Wednesday, October 17, 2018
 A New Direction in Infant Nutrition Provides Growth Market for French Dairy Co-operative  

By Kelly Worgan

EPI Ingredients, the dry dairy arm of French dairy co-operative Laita, is ready to take the next step to grow the business and make its mark on the international dry dairy market. With significant investment in human resources, equipment and marketing, EPI has made a commitment to increase its market share. Newly appointed Marketing Manager Mathieu Lucot spoke to FoodIngredientsFirst about rebranding, new markets and investing in the future.


Laita, formed in 2009 by combining three dairy cooperatives in the North Western Brittany region of France, processes some 1.4bn litres of milk per year from its 3,560 dairies. Product is distributed between four divisions, including Consumer Products, the organisation’s leading division, Health & Nutritional Products, Animal Feed/Health and Dry Dairy Ingredients, the second biggest division by volume.

Dry Dairy ingredients, or EPI Ingredients, as the division is known, is fast set to becoming an international name in the booming market for infant nutrition.

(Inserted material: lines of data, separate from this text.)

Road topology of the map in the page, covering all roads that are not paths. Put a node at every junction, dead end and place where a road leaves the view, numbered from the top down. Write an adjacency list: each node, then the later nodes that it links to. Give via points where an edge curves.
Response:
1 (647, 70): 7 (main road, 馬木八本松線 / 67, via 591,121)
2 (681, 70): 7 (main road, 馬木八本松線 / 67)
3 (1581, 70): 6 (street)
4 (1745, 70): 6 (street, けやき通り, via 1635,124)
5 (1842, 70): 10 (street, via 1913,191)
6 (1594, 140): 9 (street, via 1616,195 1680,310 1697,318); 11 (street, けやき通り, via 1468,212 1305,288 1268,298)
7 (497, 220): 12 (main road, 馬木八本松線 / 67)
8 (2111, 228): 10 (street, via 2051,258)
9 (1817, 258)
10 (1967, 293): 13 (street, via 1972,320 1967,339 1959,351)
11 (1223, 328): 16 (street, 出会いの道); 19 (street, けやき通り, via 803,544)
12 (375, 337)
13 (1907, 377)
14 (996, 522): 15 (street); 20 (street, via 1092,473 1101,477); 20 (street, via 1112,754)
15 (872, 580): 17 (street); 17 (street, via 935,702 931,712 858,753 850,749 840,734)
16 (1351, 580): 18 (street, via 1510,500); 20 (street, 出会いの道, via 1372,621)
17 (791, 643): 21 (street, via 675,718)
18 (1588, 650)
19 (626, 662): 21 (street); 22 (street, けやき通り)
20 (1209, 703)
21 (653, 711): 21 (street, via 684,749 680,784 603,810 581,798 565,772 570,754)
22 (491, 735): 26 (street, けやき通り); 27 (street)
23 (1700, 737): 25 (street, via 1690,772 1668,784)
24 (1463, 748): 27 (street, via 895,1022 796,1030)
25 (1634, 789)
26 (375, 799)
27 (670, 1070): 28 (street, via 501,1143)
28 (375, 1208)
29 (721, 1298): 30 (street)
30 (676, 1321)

“The company has invested some €80m in EPI Ingredients in a bid to bring value to dry ingredients. We have a dedicated marketing team, led by me, and as well as new industrial tools, we are building a new dedicated dry tower specifically for infant nutrition,” Lucot explained.

“The tower is in its first phase of building and it should be ready for the first production in 2017,” he said.

The area that the company is allocating most resources to is infant nutrition. EPI Ingredients has some experience here already and is now ready to take the business to a new level in response to increased global demand for safe, good quality product.

“EPI wanted to build a tower dedicated to infant nutrition because there is a growing trend for product, especially in export markets like China, but also in the Middle East and Africa. These markets will be the future for infant formula and consumers demand quality,” Lucot stressed. “Consumers in these regions are willing to pay for quality product with a good image from Europe. In view of this, EPI is building a drying tower with a conditioning line with the capacity to make 400g and 900g units for these emerging markets.”

The current market trend for infant formula and its explosion in Asia also fits with EPI Ingredients’ strategy to grow in certain Asian and Middle Eastern markets.

“Of course, Europe is a big market for us,” said Lucot. “But whilst Europe is our biggest market and we have big customers here, the decision to export further afield takes the company in a reasonably new direction.

“As well as a new marketing team, EPI has appointed two dedicated sales managers for the Asia region as part of the investment, showing the company’s commitment to developing the business there,” said Lucot.

“In other areas, we currently have no business in the Americas but we are looking to test the market in South America with a view to developing business there, as well.

“Of course when you sell to leading food manufacturers, you know that they will be taking your product all over the world but we now want to be part of that local business,” said Lucot.

As well as infant formula, EPI Ingredients has built a solid name in the world of fermented milk powders that carry a natural acidity and can be used in nutritional products. “We are recognised as a producer of high quality fermented dairy powder ingredients and seen as a specialist on the market, so this is an area that we will focus on, as well as demineralised whey,” said Lucot.

Demineralised whey is a specialised area of dry dairy that physically removes the minerals from whey powder in order to make it mineral-neutral. The minerals can then, if desired, be replaced at the proportions that the manufacturer desires, either for regulatory reasons, or because of taste and functionality preferences. 

“On many occasions, the manufacturer wants the benefits of the whey protein, but without the minerals associated with it. With our 20-strong R&D team and our dedicated applications specialists, we can develop products that suit our customer’s needs in terms of cost, taste, texture and functionalities in many different applications,” explained Lucot.

The company has set the stage for future growth with its new strategy and investment. The new logo and change in corporate identity was created earlier this year, but it will be fully integrated during FiE in Paris in December 2015.

Lucot concludes: “FiE will be the showcase of our new strategy and new identity, including the new logo and website, which will be up by then. This move will fit the new dynamic strategy and say to the world of dry ingredients that we have a new position, and its going to be bigger than before.”